:: PROBLEM TO WORK ON ::
The required output is the full listing below, reproduced word for word.

:: SUPPLIED MATERIAL ::
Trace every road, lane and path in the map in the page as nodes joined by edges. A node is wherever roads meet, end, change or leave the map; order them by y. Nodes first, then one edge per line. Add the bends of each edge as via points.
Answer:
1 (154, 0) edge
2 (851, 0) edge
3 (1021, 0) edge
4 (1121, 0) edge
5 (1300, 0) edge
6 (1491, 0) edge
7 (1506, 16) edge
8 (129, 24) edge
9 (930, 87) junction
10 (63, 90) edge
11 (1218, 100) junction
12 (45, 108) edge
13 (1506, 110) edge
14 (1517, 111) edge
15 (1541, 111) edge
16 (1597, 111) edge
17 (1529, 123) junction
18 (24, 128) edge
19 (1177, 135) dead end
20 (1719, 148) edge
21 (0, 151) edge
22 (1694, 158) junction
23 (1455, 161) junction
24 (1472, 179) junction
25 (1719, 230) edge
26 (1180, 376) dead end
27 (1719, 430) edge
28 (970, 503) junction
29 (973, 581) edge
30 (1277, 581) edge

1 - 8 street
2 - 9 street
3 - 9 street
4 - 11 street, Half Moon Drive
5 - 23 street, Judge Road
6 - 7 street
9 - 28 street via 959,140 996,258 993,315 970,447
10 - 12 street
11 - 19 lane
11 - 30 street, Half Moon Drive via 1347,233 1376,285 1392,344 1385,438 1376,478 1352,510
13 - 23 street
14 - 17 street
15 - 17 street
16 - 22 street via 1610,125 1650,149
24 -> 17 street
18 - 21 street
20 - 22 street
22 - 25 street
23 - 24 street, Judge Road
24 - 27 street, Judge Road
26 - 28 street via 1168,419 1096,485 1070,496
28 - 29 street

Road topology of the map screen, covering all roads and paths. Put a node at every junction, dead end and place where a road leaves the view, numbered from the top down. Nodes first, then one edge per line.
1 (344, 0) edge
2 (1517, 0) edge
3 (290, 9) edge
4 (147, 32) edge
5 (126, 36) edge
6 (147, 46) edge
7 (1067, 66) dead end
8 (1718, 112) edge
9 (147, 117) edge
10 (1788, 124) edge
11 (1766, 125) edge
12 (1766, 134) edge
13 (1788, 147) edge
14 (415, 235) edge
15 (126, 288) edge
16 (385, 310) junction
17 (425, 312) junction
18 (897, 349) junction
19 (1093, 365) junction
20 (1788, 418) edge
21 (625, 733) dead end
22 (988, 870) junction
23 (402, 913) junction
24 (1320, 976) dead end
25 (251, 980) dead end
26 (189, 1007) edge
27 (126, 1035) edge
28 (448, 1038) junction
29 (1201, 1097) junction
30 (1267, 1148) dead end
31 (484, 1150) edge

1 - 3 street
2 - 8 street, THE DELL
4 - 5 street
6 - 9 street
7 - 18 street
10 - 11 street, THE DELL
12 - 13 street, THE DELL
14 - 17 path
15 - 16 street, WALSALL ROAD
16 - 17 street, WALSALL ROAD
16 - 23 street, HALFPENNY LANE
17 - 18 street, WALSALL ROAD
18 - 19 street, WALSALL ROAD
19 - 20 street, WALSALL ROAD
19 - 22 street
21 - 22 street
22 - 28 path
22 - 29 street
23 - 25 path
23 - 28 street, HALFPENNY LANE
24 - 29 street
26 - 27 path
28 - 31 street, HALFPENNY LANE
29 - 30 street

:: SOLUTION FOR THIS TASK ::
Trace every road, lane and path in the map in the page as nodes joined by edges. A node is wherever roads meet, end, change or leave the map; order them by y. Nodes first, then one edge per line. Add the bends of each edge as via points.
Answer:
1 (154, 0) edge
2 (851, 0) edge
3 (1021, 0) edge
4 (1121, 0) edge
5 (1300, 0) edge
6 (1491, 0) edge
7 (1506, 16) edge
8 (129, 24) edge
9 (930, 87) junction
10 (63, 90) edge
11 (1218, 100) junction
12 (45, 108) edge
13 (1506, 110) edge
14 (1517, 111) edge
15 (1541, 111) edge
16 (1597, 111) edge
17 (1529, 123) junction
18 (24, 128) edge
19 (1177, 135) dead end
20 (1719, 148) edge
21 (0, 151) edge
22 (1694, 158) junction
23 (1455, 161) junction
24 (1472, 179) junction
25 (1719, 230) edge
26 (1180, 376) dead end
27 (1719, 430) edge
28 (970, 503) junction
29 (973, 581) edge
30 (1277, 581) edge

1 - 8 street
2 - 9 street
3 - 9 street
4 - 11 street, Half Moon Drive
5 - 23 street, Judge Road
6 - 7 street
9 - 28 street via 959,140 996,258 993,315 970,447
10 - 12 street
11 - 19 lane
11 - 30 street, Half Moon Drive via 1347,233 1376,285 1392,344 1385,438 1376,478 1352,510
13 - 23 street
14 - 17 street
15 - 17 street
16 - 22 street via 1610,125 1650,149
24 -> 17 street
18 - 21 street
20 - 22 street
22 - 25 street
23 - 24 street, Judge Road
24 - 27 street, Judge Road
26 - 28 street via 1168,419 1096,485 1070,496
28 - 29 street

Road topology of the map screen, covering all roads and paths. Put a node at every junction, dead end and place where a road leaves the view, numbered from the top down. Nodes first, then one edge per line.
1 (344, 0) edge
2 (1517, 0) edge
3 (290, 9) edge
4 (147, 32) edge
5 (126, 36) edge
6 (147, 46) edge
7 (1067, 66) dead end
8 (1718, 112) edge
9 (147, 117) edge
10 (1788, 124) edge
11 (1766, 125) edge
12 (1766, 134) edge
13 (1788, 147) edge
14 (415, 235) edge
15 (126, 288) edge
16 (385, 310) junction
17 (425, 312) junction
18 (897, 349) junction
19 (1093, 365) junction
20 (1788, 418) edge
21 (625, 733) dead end
22 (988, 870) junction
23 (402, 913) junction
24 (1320, 976) dead end
25 (251, 980) dead end
26 (189, 1007) edge
27 (126, 1035) edge
28 (448, 1038) junction
29 (1201, 1097) junction
30 (1267, 1148) dead end
31 (484, 1150) edge

1 - 3 street
2 - 8 street, THE DELL
4 - 5 street
6 - 9 street
7 - 18 street
10 - 11 street, THE DELL
12 - 13 street, THE DELL
14 - 17 path
15 - 16 street, WALSALL ROAD
16 - 17 street, WALSALL ROAD
16 - 23 street, HALFPENNY LANE
17 - 18 street, WALSALL ROAD
18 - 19 street, WALSALL ROAD
19 - 20 street, WALSALL ROAD
19 - 22 street
21 - 22 street
22 - 28 path
22 - 29 street
23 - 25 path
23 - 28 street, HALFPENNY LANE
24 - 29 street
26 - 27 path
28 - 31 street, HALFPENNY LANE
29 - 30 street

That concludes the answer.